[[ INPUT MATERIAL, beginning ]]

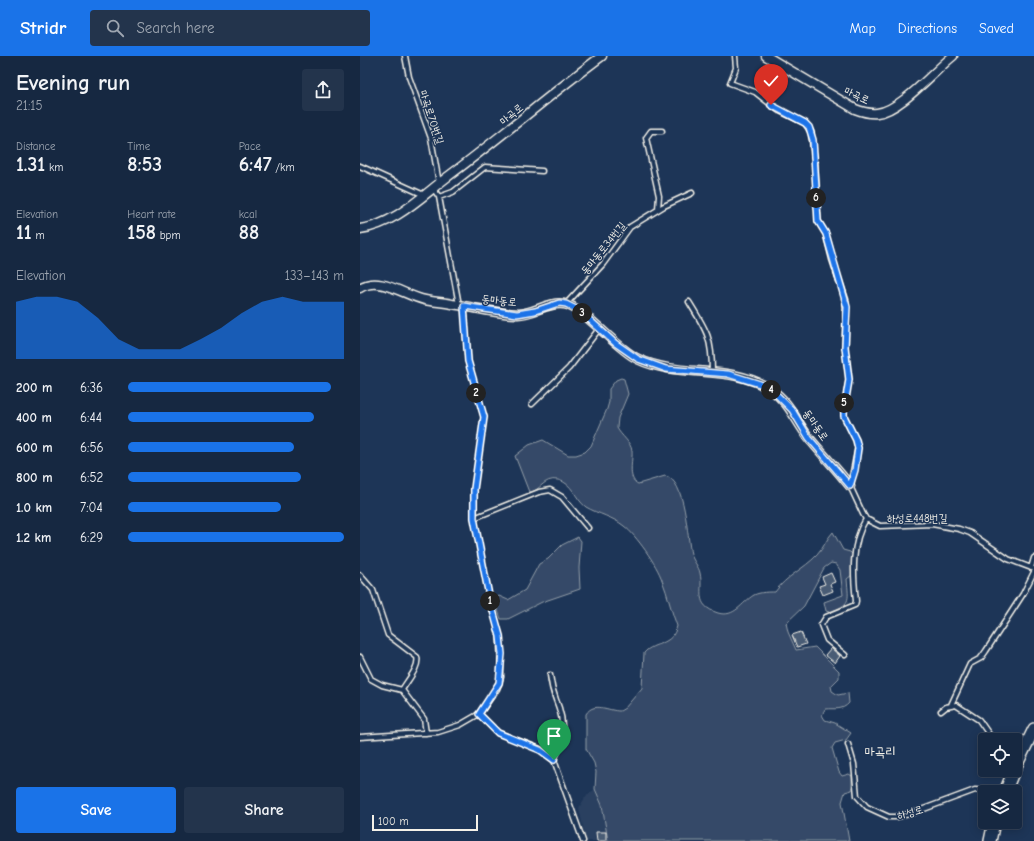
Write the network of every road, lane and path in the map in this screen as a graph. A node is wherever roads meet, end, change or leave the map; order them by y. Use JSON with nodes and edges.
{"nodes":[{"id":1,"x":405,"y":56,"type":"edge"},
{"id":2,"x":602,"y":56,"type":"edge"},
{"id":3,"x":734,"y":56,"type":"edge"},
{"id":4,"x":766,"y":56,"type":"edge"},
{"id":5,"x":953,"y":56,"type":"edge"},
{"id":6,"x":662,"y":131,"type":"dead end"},
{"id":7,"x":360,"y":166,"type":"edge"},
{"id":8,"x":542,"y":171,"type":"dead end"},
{"id":9,"x":436,"y":186,"type":"junction"},
{"id":10,"x":692,"y":193,"type":"dead end"},
{"id":11,"x":424,"y":195,"type":"junction"},
{"id":12,"x":440,"y":197,"type":"junction"},
{"id":13,"x":658,"y":209,"type":"junction"},
{"id":14,"x":360,"y":229,"type":"edge"},
{"id":15,"x":360,"y":288,"type":"edge"},
{"id":16,"x":689,"y":302,"type":"dead end"},
{"id":17,"x":566,"y":304,"type":"junction"},
{"id":18,"x":461,"y":306,"type":"junction"},
{"id":19,"x":599,"y":329,"type":"junction"},
{"id":20,"x":712,"y":372,"type":"junction"},
{"id":21,"x":532,"y":404,"type":"dead end"},
{"id":22,"x":850,"y":486,"type":"junction"},
{"id":23,"x":474,"y":518,"type":"junction"},
{"id":24,"x":866,"y":519,"type":"junction"},
{"id":25,"x":588,"y":528,"type":"dead end"},
{"id":26,"x":1034,"y":558,"type":"edge"},
{"id":27,"x":1033,"y":570,"type":"edge"},
{"id":28,"x":360,"y":575,"type":"edge"},
{"id":29,"x":845,"y":655,"type":"dead end"},
{"id":30,"x":360,"y":657,"type":"edge"},
{"id":31,"x":550,"y":676,"type":"dead end"},
{"id":32,"x":402,"y":690,"type":"junction"},
{"id":33,"x":951,"y":705,"type":"junction"},
{"id":34,"x":941,"y":711,"type":"dead end"},
{"id":35,"x":479,"y":714,"type":"junction"},
{"id":36,"x":1034,"y":729,"type":"edge"},
{"id":37,"x":426,"y":733,"type":"junction"},
{"id":38,"x":988,"y":733,"type":"edge"},
{"id":39,"x":360,"y":737,"type":"edge"},
{"id":40,"x":848,"y":744,"type":"dead end"},
{"id":41,"x":1022,"y":752,"type":"edge"},
{"id":42,"x":554,"y":760,"type":"junction"},
{"id":43,"x":978,"y":790,"type":"edge"},
{"id":44,"x":993,"y":829,"type":"edge"},
{"id":45,"x":583,"y":841,"type":"edge"},
{"id":46,"x":990,"y":841,"type":"edge"}],
"edges":[{"from":1,"to":9,"type":"lane","name":"마곡로70번길"},
{"from":2,"to":9,"type":"street","name":"마곡로"},
{"from":3,"to":22,"type":"lane"},
{"from":4,"to":5,"type":"street","name":"마곡로"},
{"from":6,"to":13,"type":"lane"},
{"from":7,"to":11,"type":"lane"},
{"from":8,"to":12,"type":"lane"},
{"from":9,"to":11,"type":"street","name":"마곡로"},
{"from":9,"to":12,"type":"lane"},
{"from":10,"to":13,"type":"lane","name":"동마동로34번길"},
{"from":11,"to":14,"type":"street","name":"마곡로"},
{"from":12,"to":18,"type":"lane"},
{"from":13,"to":17,"type":"lane","name":"동마동로34번길"},
{"from":15,"to":18,"type":"street","name":"동마동로"},
{"from":16,"to":20,"type":"lane"},
{"from":17,"to":18,"type":"street","name":"동마동로"},
{"from":17,"to":19,"type":"street","name":"동마동로"},
{"from":18,"to":23,"type":"lane"},
{"from":19,"to":20,"type":"street","name":"동마동로"},
{"from":19,"to":21,"type":"lane"},
{"from":20,"to":22,"type":"street","name":"동마동로"},
{"from":22,"to":24,"type":"lane"},
{"from":23,"to":25,"type":"lane"},
{"from":23,"to":35,"type":"lane"},
{"from":24,"to":27,"type":"lane","name":"하성로448번길"},
{"from":24,"to":29,"type":"lane"},
{"from":26,"to":27,"type":"lane"},
{"from":27,"to":33,"type":"lane"},
{"from":28,"to":32,"type":"lane"},
{"from":30,"to":32,"type":"lane"},
{"from":31,"to":42,"type":"lane"},
{"from":32,"to":37,"type":"lane"},
{"from":33,"to":34,"type":"lane"},
{"from":33,"to":38,"type":"lane"},
{"from":35,"to":37,"type":"lane"},
{"from":35,"to":42,"type":"lane"},
{"from":36,"to":41,"type":"street"},
{"from":37,"to":39,"type":"lane"},
{"from":40,"to":43,"type":"lane","name":"하성로"},
{"from":42,"to":45,"type":"lane"},
{"from":44,"to":46,"type":"street"}]}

[[ INPUT MATERIAL, end ]]

▶ _EXERCISE_
Among the lines above, find those holding "edges" and copy each one.

▶ _EXERCISE SOLUTION_
Write the network of every road, lane and path in the map in this screen as a graph. A node is wherever roads meet, end, change or leave the map; order them by y. Use JSON with nodes and edges.
"edges":[{"from":1,"to":9,"type":"lane","name":"마곡로70번길"},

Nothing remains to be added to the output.